PATTERSON V. LIPPINCOTT

47 N. J. L. 457 (1885)

Action of debt upon the contract stated in the opinion. Judgment below for defendant.

SCUDDER, J. An action of debt was brought in the court for the trial of small causes by Jacob M. Patterson against Barclay Lippincott, to recover the balance, $75, claimed under a contract in writing for the sale of the exclusive right to use, manufacture and sell the plaintiff's patent "air-heating attachment" in Atlantic county, New Jersey. The writing was signed "Geo. P. Lippincott, per Barclay Lippincott," on the part of the purchaser.
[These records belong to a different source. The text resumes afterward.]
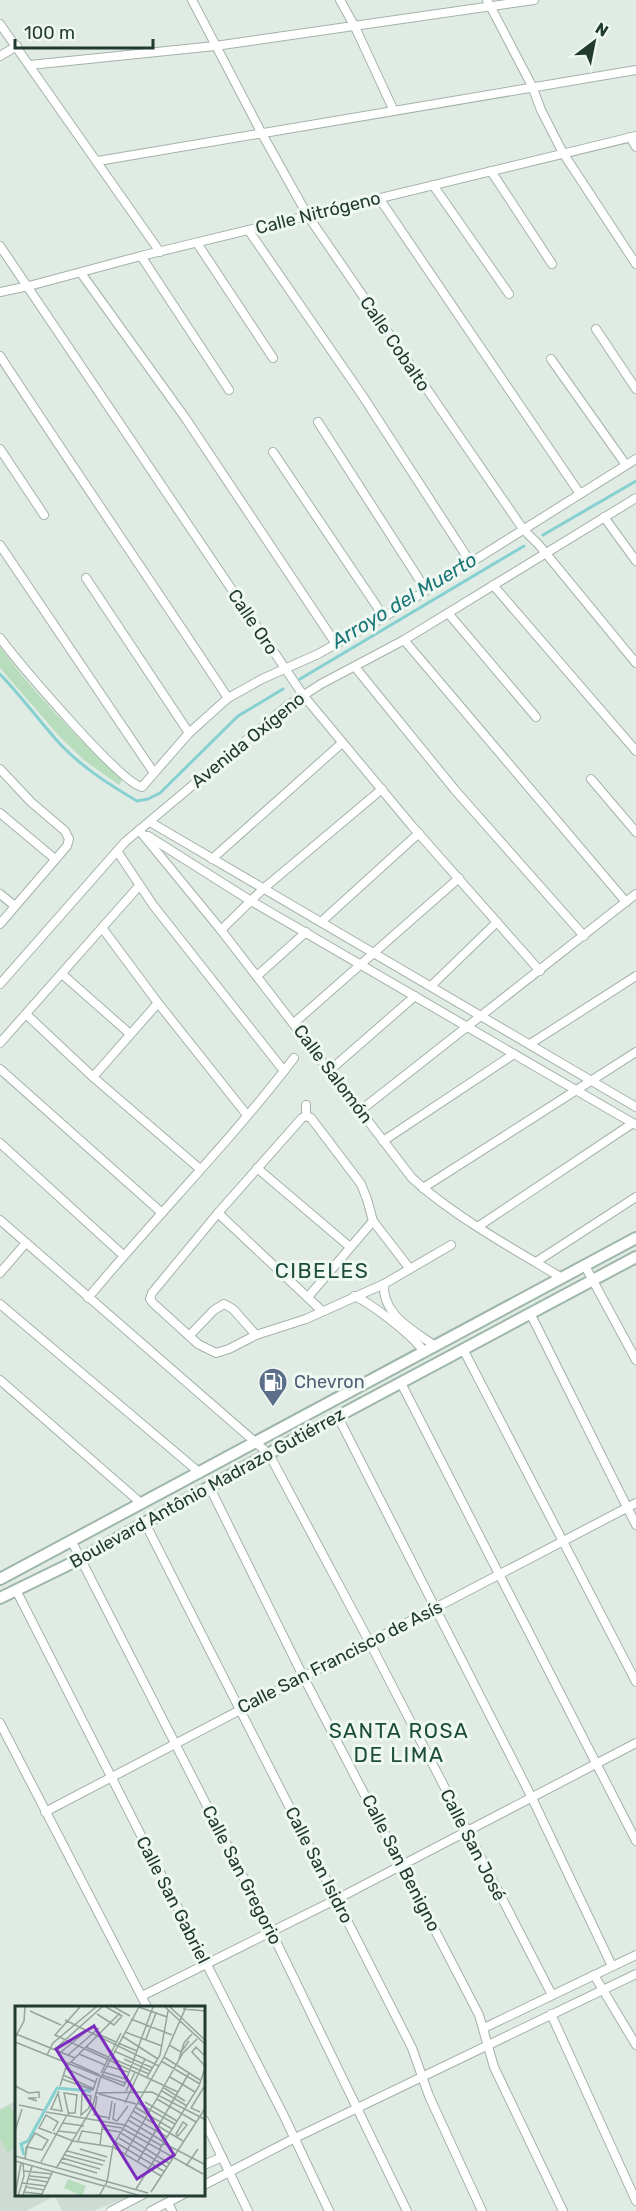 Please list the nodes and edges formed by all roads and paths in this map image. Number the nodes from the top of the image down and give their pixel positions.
1 (192, 0) edge
2 (340, 0) edge
3 (534, 0) edge
4 (489, 3) edge
5 (0, 24) edge
6 (355, 27) junction
7 (17, 46) junction
8 (216, 46) junction
9 (0, 56) edge
10 (30, 65) junction
11 (636, 70) edge
12 (532, 86) junction
13 (393, 110) junction
14 (261, 132) junction
15 (633, 136) edge
16 (636, 147) edge
17 (563, 153) junction
18 (98, 160) junction
19 (491, 171) junction
20 (433, 185) junction
21 (379, 198) junction
22 (308, 216) junction
23 (249, 231) junction
24 (197, 243) junction
25 (0, 246) edge
26 (160, 252) junction
27 (141, 256) junction
28 (552, 264) dead end
29 (636, 264) edge
30 (81, 273) junction
31 (29, 286) junction
32 (0, 291) edge
33 (509, 294) dead end
34 (596, 329) dead end
35 (0, 356) edge
36 (273, 358) dead end
37 (551, 359) dead end
38 (636, 389) edge
39 (229, 390) dead end
40 (318, 423) dead end
41 (0, 449) edge
42 (273, 452) dead end
43 (636, 459) edge
44 (626, 465) junction
45 (580, 494) junction
46 (636, 498) edge
47 (44, 515) dead end
48 (604, 517) junction
49 (523, 529) junction
50 (0, 544) edge
51 (545, 552) junction
52 (636, 561) edge
53 (471, 563) junction
54 (86, 578) dead end
55 (493, 585) junction
56 (426, 590) junction
57 (448, 613) junction
58 (384, 617) junction
59 (0, 638) edge
60 (404, 640) junction
61 (336, 644) junction
62 (636, 663) edge
63 (355, 667) junction
64 (285, 668) junction
65 (303, 695) junction
66 (228, 698) junction
67 (536, 717) dead end
68 (189, 732) junction
69 (342, 743) junction
70 (636, 751) edge
71 (0, 769) edge
72 (154, 773) junction
73 (591, 779) dead end
74 (382, 789) junction
75 (0, 813) edge
76 (150, 822) junction
77 (139, 830) junction
78 (636, 832) edge
79 (419, 833) junction
80 (117, 851) junction
81 (55, 859) junction
82 (212, 860) junction
83 (459, 878) junction
84 (139, 886) junction
85 (263, 889) junction
86 (0, 894) edge
87 (636, 894) edge
88 (250, 901) junction
89 (626, 902) junction
90 (15, 906) junction
91 (321, 922) junction
92 (496, 922) junction
93 (0, 924) edge
94 (103, 929) junction
95 (221, 930) junction
96 (306, 932) junction
97 (584, 936) junction
98 (373, 952) junction
99 (360, 963) junction
100 (540, 971) junction
101 (62, 974) junction
102 (257, 976) junction
103 (636, 976) edge
104 (0, 984) edge
105 (431, 986) junction
106 (415, 996) junction
107 (158, 1003) junction
108 (27, 1015) junction
109 (481, 1015) junction
110 (294, 1023) junction
111 (467, 1026) junction
112 (129, 1033) junction
113 (0, 1043) edge
114 (530, 1044) junction
115 (636, 1052) edge
116 (514, 1054) junction
117 (294, 1058) dead end
118 (0, 1069) edge
119 (284, 1071) junction
120 (329, 1071) junction
121 (93, 1077) junction
122 (592, 1081) junction
123 (576, 1090) junction
124 (306, 1105) dead end
125 (636, 1107) edge
126 (361, 1110) junction
127 (248, 1115) junction
128 (306, 1116) junction
129 (634, 1124) edge
130 (383, 1141) junction
131 (0, 1143) edge
132 (257, 1168) junction
133 (200, 1169) junction
134 (423, 1188) junction
135 (636, 1197) edge
136 (162, 1213) junction
137 (218, 1213) junction
138 (0, 1220) edge
139 (373, 1221) junction
140 (479, 1226) junction
141 (636, 1238) edge
142 (25, 1244) junction
143 (451, 1245) dead end
144 (350, 1247) junction
145 (123, 1255) junction
146 (636, 1257) edge
147 (536, 1262) junction
148 (585, 1266) junction
149 (410, 1269) junction
150 (0, 1273) edge
151 (562, 1278) junction
152 (592, 1280) junction
153 (384, 1284) junction
154 (354, 1296) junction
155 (308, 1297) junction
156 (88, 1298) junction
157 (0, 1304) edge
158 (322, 1311) junction
159 (530, 1313) junction
160 (256, 1335) junction
161 (189, 1336) junction
162 (435, 1346) junction
163 (463, 1349) junction
164 (424, 1352) junction
165 (636, 1360) edge
166 (0, 1380) edge
167 (401, 1383) junction
168 (338, 1417) junction
169 (257, 1443) junction
170 (269, 1454) junction
171 (200, 1473) junction
172 (210, 1488) junction
173 (636, 1503) edge
174 (142, 1504) junction
175 (627, 1508) junction
176 (145, 1523) junction
177 (636, 1525) edge
178 (72, 1542) junction
179 (564, 1542) junction
180 (80, 1559) junction
181 (499, 1575) junction
182 (0, 1579) edge
183 (16, 1590) junction
184 (0, 1598) edge
185 (434, 1608) junction
186 (370, 1643) junction
187 (303, 1677) junction
188 (636, 1682) edge
189 (240, 1709) junction
190 (0, 1723) edge
191 (636, 1743) edge
192 (174, 1744) junction
193 (595, 1763) junction
194 (110, 1777) junction
195 (531, 1796) junction
196 (45, 1812) junction
197 (466, 1831) junction
198 (636, 1842) edge
199 (401, 1864) junction
200 (336, 1899) junction
201 (271, 1931) junction
202 (636, 1955) edge
203 (206, 1964) junction
204 (612, 1966) junction
205 (636, 1974) edge
206 (594, 1975) junction
207 (603, 1990) junction
208 (552, 1995) junction
209 (142, 1996) junction
210 (147, 2006) edge
211 (551, 2014) junction
212 (484, 2028) junction
213 (635, 2040) edge
214 (487, 2046) junction
215 (422, 2078) junction
216 (358, 2109) junction
217 (206, 2124) edge
218 (295, 2138) junction
219 (222, 2157) junction
220 (206, 2164) edge
221 (230, 2172) junction
222 (206, 2184) edge
223 (140, 2196) edge
224 (180, 2196) edge
225 (636, 2201) edge
226 (168, 2203) junction
227 (111, 2211) edge
228 (151, 2211) edge
229 (172, 2211) edge
230 (248, 2211) edge
231 (329, 2211) edge
232 (407, 2211) edge
233 (482, 2211) edge
234 (563, 2211) edge

1 - 8 street, Calle Cobalto
2 - 6 street
3 - 4 street
4 - 6 street
4 - 12 street
5 - 7 street
6 - 8 street
6 - 13 street
7 - 9 street
7 - 10 street
8 - 10 street
8 - 14 street, Calle Cobalto
10 - 18 street
11 - 12 street
12 - 13 street
12 - 17 street
13 - 14 street
14 - 18 street
14 - 22 street, Calle Cobalto
15 - 16 street
15 - 17 street, Calle Nitrógeno
17 - 19 street, Calle Nitrógeno
17 - 29 street
18 - 26 street
19 - 20 street, Calle Nitrógeno
19 - 28 street
20 - 21 street, Calle Nitrógeno
20 - 33 street
21 - 22 street, Calle Nitrógeno
21 - 45 street
22 - 23 street, Calle Nitrógeno
22 - 49 street, Calle Cobalto
23 - 24 street, Calle Nitrógeno
23 - 53 street
24 - 26 street, Calle Nitrógeno
24 - 36 street
25 - 31 street, Calle Oro
26 - 27 street, Calle Nitrógeno
27 - 30 street, Calle Nitrógeno
27 - 39 street
30 - 31 street, Calle Nitrógeno
30 - 61 street
31 - 32 street, Calle Nitrógeno
31 - 64 street, Calle Oro
34 - 38 street
35 - 66 street
37 - 44 street
40 - 56 street
41 - 47 street
42 - 58 street
43 - 44 street, Avenida Oxígeno
44 - 45 street, Avenida Oxígeno
45 - 49 street, Avenida Oxígeno
46 - 48 street, Avenida Oxígeno
48 - 51 street, Avenida Oxígeno
48 - 52 street
49 - 51 street, Calle Cobalto
49 - 53 street, Avenida Oxígeno
50 - 72 street
51 - 55 street, Avenida Oxígeno
51 - 62 street, Calle Cobalto
53 - 56 street, Avenida Oxígeno
54 - 68 street
55 - 57 street, Avenida Oxígeno
55 - 70 street
56 - 58 street, Avenida Oxígeno
57 - 60 street, Avenida Oxígeno
57 - 67 street
58 - 61 street, Avenida Oxígeno
59 - 72 street, Avenida Oxígeno
60 - 63 street, Avenida Oxígeno
60 - 89 street
61 - 64 street, Avenida Oxígeno
63 - 65 street, Avenida Oxígeno
63 - 97 street
64 - 65 street, Calle Oro
64 - 66 street, Avenida Oxígeno
65 - 69 street, Calle Oro
65 - 76 street, Avenida Oxígeno
66 - 68 street, Avenida Oxígeno
68 - 72 street, Avenida Oxígeno
69 - 74 street, Calle Oro
69 - 82 street
71 - 81 street
73 - 78 street
74 - 79 street, Calle Oro
74 - 85 street
75 - 81 street
76 - 77 street, Avenida Oxígeno
76 - 82 street
77 - 80 street, Avenida Oxígeno
77 - 88 street
77 - 95 street, Calle Salomón
79 - 83 street, Calle Oro
79 - 91 street
80 - 84 street
80 - 104 street, Avenida Oxígeno
81 - 90 street
82 - 85 street
83 - 92 street, Calle Oro
83 - 98 street
84 - 94 street
84 - 119 street
85 - 88 street
85 - 91 street
86 - 90 street
87 - 89 street
88 - 95 street
88 - 96 street
89 - 97 street
90 - 93 street
91 - 98 street
92 - 100 street, Calle Oro
92 - 105 street
94 - 101 street
94 - 107 street
95 - 102 street, Calle Salomón
96 - 99 street
96 - 102 street
97 - 100 street
98 - 99 street
98 - 105 street
99 - 106 street
99 - 110 street
100 - 109 street
101 - 108 street
101 - 112 street
102 - 110 street, Calle Salomón
103 - 114 street
105 - 109 street
106 - 111 street
106 - 120 street
107 - 112 street
107 - 127 street
108 - 113 street
108 - 121 street
109 - 111 street
109 - 114 street
110 - 120 street, Calle Salomón
111 - 116 street
111 - 126 street
112 - 121 street
114 - 122 street
115 - 122 street
116 - 123 street
116 - 130 street
117 - 119 street
118 - 136 street
119 - 127 street
120 - 126 street, Calle Salomón
121 - 133 street
122 - 123 street
122 - 125 street
123 - 129 street
123 - 134 street
124 - 128 street
126 - 130 street, Calle Salomón
127 - 133 street
128 - 132 street
128 - 139 street
129 - 140 street
130 - 134 street, Calle Salomón
131 - 145 street
132 - 137 street
132 - 144 street
133 - 136 street
134 - 140 street, Calle Salomón
135 - 147 street
136 - 145 street
137 - 155 street
137 - 161 street
138 - 142 street, Calle San José
139 - 144 street
139 - 149 street
140 - 147 street, Calle Salomón
141 - 148 street, Boulevard Antônio Madrazo Gutiérrez
142 - 150 street
142 - 156 street, Calle San José
143 - 149 street
144 - 155 street
145 - 156 street
146 - 152 street, Boulevard Antônio Madrazo Gutiérrez
147 - 151 street, Calle Salomón
148 - 151 street, Boulevard Antônio Madrazo Gutiérrez
148 - 152 street
149 - 153 street
151 - 162 street, Boulevard Antônio Madrazo Gutiérrez
152 - 159 street, Boulevard Antônio Madrazo Gutiérrez
152 - 165 street
153 - 154 street
153 - 162 street
154 - 158 street
154 - 164 street
155 - 158 street
156 - 169 street, Calle San José
157 - 171 street
158 - 160 street
159 - 163 street, Boulevard Antônio Madrazo Gutiérrez
159 - 175 street
160 - 161 street
160 - 161 street
162 - 164 street, Boulevard Antônio Madrazo Gutiérrez
163 - 167 street, Boulevard Antônio Madrazo Gutiérrez
163 - 179 street
164 - 169 street, Boulevard Antônio Madrazo Gutiérrez
166 - 174 street
167 - 168 street, Boulevard Antônio Madrazo Gutiérrez
167 - 181 street
168 - 170 street, Boulevard Antônio Madrazo Gutiérrez
168 - 185 street
169 - 170 street, Calle San José
169 - 171 street, Boulevard Antônio Madrazo Gutiérrez
170 - 172 street, Boulevard Antônio Madrazo Gutiérrez
170 - 186 street, Calle San José
171 - 174 street, Boulevard Antônio Madrazo Gutiérrez
172 - 176 street, Boulevard Antônio Madrazo Gutiérrez
172 - 187 street, Calle San Benigno
173 - 175 street, Calle San Francisco de Asís
174 - 178 street, Boulevard Antônio Madrazo Gutiérrez
175 - 177 street
175 - 179 street, Calle San Francisco de Asís
176 - 180 street, Boulevard Antônio Madrazo Gutiérrez
176 - 189 street, Calle San Isidro
178 - 180 street, Calle San Gregorio
178 - 182 street, Boulevard Antônio Madrazo Gutiérrez
179 - 181 street, Calle San Francisco de Asís
179 - 188 street
180 - 183 street, Boulevard Antônio Madrazo Gutiérrez
180 - 192 street, Calle San Gregorio
181 - 185 street, Calle San Francisco de Asís
181 - 193 street
183 - 184 street, Boulevard Antônio Madrazo Gutiérrez
183 - 194 street, Calle San Gabriel
185 - 186 street, Calle San Francisco de Asís
185 - 195 street
186 - 187 street, Calle San Francisco de Asís
186 - 197 street, Calle San José
187 - 189 street, Calle San Francisco de Asís
187 - 199 street, Calle San Benigno
189 - 192 street, Calle San Francisco de Asís
189 - 200 street, Calle San Isidro
190 - 196 street
191 - 193 street
192 - 194 street, Calle San Francisco de Asís
192 - 201 street, Calle San Gregorio
193 - 195 street
193 - 198 street
194 - 196 street, Calle San Francisco de Asís
194 - 203 street, Calle San Gabriel
195 - 197 street
195 - 204 street
196 - 209 street
197 - 199 street
197 - 208 street, Calle San José
199 - 200 street
199 - 212 street, Calle San Benigno
200 - 201 street
200 - 215 street, Calle San Isidro
201 - 203 street
201 - 216 street, Calle San Gregorio
202 - 204 street
203 - 209 street
203 - 218 street, Calle San Gabriel
204 - 206 street
205 - 207 street
206 - 207 street
206 - 208 street
207 - 211 street
207 - 213 street
208 - 212 street
209 - 210 street
211 - 214 street
211 - 225 street
212 - 214 street, Calle San Benigno
214 - 215 street
214 - 234 street, Calle San Benigno
215 - 216 street
215 - 233 street, Calle San Isidro
216 - 218 street
216 - 232 street, Calle San Gregorio
217 - 219 street
218 - 221 street
218 - 231 street, Calle San Gabriel
219 - 220 street
219 - 221 street
221 - 222 street
221 - 230 street
223 - 227 street
224 - 226 street
226 - 228 street
226 - 229 street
The state of demand avers that by virtue of this agreement the plaintiff did in due form convey said patent right to said George P. Lippincott, that said George and Barclay, on request have refused to pay said balance and that, since payment became due, the plaintiff has found out and charges that said George is under age of twenty-one years. He further avers that he never had any contract or negotiations with George, and that Barclay's warranty of authority to act for his minor son is broken, whereby an action has accrued to the plaintiff against the defendant.